» Task directions: From the entries provided below, copy each line that contains the word "Waterlinieweg".

» Records for the exercise:
----
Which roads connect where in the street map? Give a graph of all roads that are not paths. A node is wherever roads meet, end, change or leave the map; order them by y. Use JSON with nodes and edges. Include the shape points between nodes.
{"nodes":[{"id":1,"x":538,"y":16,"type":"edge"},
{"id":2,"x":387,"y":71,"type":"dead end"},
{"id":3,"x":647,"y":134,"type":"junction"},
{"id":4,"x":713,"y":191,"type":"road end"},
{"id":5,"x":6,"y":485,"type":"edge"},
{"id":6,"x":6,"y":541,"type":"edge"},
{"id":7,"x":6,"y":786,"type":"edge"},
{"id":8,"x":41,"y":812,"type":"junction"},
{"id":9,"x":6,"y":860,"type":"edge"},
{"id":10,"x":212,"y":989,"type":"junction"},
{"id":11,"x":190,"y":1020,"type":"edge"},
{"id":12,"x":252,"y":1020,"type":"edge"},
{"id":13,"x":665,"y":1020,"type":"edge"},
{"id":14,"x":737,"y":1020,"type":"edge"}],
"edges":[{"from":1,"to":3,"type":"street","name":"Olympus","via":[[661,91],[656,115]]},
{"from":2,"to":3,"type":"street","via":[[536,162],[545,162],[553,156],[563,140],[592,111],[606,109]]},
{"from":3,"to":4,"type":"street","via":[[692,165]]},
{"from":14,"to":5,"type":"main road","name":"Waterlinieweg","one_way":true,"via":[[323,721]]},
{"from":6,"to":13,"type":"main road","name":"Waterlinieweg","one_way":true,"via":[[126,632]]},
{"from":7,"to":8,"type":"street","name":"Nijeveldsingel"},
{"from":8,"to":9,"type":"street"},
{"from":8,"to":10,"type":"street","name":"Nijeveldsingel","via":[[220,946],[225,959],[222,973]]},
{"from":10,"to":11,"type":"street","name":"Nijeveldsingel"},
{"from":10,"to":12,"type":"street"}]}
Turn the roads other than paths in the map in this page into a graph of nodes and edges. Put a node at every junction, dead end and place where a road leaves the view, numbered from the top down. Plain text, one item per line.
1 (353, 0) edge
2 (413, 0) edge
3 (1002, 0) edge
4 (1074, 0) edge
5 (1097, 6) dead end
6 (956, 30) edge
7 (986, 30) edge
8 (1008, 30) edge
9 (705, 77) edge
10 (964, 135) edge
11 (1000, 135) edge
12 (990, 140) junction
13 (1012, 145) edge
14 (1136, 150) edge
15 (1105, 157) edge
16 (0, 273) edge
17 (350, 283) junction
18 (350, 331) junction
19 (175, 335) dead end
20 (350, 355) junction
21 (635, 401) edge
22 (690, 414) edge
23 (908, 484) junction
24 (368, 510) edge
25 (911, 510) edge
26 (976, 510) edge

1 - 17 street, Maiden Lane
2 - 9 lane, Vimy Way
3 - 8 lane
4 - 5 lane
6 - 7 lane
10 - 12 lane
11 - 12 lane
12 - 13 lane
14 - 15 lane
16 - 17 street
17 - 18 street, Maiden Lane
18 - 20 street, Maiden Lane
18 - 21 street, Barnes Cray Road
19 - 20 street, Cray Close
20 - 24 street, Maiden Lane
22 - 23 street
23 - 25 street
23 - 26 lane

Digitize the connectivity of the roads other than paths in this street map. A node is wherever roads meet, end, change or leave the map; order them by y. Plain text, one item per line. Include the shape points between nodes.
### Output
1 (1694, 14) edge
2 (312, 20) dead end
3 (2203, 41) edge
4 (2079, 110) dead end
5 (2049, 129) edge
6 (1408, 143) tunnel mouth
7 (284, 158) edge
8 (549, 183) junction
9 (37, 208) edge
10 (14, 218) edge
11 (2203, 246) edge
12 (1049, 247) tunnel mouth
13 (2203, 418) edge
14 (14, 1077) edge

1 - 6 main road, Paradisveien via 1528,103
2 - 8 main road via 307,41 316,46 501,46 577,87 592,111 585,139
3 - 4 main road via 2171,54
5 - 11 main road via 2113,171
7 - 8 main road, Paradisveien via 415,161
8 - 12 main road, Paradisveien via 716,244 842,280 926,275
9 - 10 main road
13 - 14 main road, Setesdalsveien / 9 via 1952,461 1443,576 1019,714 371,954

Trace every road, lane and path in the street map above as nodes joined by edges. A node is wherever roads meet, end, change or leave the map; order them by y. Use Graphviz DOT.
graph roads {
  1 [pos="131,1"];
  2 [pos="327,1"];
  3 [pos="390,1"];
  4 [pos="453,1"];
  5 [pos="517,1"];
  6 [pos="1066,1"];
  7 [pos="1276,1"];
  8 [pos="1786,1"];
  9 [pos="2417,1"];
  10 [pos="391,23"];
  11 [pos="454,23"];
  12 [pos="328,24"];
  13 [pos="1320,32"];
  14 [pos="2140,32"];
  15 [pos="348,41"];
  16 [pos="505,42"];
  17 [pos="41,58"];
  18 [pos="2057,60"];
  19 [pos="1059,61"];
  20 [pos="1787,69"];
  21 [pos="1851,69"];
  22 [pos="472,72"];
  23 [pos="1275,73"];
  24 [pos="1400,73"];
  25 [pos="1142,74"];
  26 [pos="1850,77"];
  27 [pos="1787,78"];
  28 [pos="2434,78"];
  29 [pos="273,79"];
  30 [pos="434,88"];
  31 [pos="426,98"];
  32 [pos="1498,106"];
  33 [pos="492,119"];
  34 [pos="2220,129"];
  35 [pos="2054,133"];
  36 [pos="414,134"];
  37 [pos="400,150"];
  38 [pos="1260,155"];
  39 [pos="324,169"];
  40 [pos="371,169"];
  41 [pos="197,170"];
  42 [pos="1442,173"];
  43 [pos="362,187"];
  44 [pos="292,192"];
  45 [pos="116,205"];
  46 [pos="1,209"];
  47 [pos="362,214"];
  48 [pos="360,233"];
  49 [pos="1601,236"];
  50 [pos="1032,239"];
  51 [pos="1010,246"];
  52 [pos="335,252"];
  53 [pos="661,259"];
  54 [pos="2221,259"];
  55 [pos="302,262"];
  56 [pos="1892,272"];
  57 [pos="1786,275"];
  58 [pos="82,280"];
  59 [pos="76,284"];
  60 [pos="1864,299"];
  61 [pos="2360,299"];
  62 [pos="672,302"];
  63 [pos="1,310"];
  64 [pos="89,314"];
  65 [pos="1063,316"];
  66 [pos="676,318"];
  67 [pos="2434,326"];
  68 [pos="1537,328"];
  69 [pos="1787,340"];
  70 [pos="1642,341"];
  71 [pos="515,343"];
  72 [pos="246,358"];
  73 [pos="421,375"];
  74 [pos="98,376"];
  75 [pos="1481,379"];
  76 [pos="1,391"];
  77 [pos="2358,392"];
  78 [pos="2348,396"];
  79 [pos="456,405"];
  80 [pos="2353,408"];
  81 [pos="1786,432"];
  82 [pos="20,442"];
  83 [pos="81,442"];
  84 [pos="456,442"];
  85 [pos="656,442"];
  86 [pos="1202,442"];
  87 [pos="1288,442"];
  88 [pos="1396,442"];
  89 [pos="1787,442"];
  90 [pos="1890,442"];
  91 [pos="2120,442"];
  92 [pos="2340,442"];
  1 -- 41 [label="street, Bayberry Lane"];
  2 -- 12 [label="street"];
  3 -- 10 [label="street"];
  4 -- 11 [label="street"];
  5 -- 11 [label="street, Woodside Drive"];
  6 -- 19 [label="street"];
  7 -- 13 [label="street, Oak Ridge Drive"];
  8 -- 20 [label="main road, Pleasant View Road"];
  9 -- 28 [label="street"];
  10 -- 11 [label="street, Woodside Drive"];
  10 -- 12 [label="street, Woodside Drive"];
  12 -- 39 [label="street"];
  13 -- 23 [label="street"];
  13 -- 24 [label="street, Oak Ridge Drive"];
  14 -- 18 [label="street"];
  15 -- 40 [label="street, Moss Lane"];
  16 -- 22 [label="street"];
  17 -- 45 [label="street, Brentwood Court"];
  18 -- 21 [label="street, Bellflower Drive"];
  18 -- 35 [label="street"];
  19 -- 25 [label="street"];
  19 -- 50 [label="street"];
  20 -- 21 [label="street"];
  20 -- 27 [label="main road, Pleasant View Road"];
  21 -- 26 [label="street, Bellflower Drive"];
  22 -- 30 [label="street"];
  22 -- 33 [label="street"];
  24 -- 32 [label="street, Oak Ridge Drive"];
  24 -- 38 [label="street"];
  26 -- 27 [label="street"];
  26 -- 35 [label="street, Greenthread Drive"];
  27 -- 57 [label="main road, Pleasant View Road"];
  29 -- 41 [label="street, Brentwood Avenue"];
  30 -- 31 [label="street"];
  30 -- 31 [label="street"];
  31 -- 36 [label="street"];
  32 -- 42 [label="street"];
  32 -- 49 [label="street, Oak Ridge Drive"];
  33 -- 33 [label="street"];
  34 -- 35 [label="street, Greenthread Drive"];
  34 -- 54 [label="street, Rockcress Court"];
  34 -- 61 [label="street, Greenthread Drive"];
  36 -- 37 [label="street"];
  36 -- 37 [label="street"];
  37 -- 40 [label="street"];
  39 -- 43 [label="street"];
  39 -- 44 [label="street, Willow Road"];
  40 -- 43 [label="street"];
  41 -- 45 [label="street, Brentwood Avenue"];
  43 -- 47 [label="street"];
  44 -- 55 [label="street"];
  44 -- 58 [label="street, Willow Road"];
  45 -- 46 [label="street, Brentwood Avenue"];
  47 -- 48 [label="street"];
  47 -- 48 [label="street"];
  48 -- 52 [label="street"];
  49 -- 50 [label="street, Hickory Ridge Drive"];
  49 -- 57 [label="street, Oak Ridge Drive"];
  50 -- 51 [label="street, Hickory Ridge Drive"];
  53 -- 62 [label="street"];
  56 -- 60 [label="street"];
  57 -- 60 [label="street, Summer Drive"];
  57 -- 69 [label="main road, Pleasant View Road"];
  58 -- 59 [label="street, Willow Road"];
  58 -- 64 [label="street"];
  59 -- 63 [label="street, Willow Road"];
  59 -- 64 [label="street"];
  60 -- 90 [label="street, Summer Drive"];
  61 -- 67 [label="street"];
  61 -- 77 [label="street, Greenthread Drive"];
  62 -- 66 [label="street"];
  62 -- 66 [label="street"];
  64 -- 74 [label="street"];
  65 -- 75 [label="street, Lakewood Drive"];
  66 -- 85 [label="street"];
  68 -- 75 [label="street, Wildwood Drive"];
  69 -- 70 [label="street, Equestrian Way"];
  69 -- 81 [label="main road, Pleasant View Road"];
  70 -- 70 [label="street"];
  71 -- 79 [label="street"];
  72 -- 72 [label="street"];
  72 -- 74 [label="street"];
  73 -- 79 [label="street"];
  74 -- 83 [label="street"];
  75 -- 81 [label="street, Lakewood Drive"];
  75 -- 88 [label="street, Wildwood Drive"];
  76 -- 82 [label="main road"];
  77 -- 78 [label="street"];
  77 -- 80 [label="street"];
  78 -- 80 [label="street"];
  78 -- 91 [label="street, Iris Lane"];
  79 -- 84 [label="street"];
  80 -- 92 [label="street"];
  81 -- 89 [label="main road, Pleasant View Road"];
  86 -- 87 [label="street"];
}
----
» Answer to the problem:
{"from":14,"to":5,"type":"main road","name":"Waterlinieweg","one_way":true,"via":[[323,721]]},
{"from":6,"to":13,"type":"main road","name":"Waterlinieweg","one_way":true,"via":[[126,632]]},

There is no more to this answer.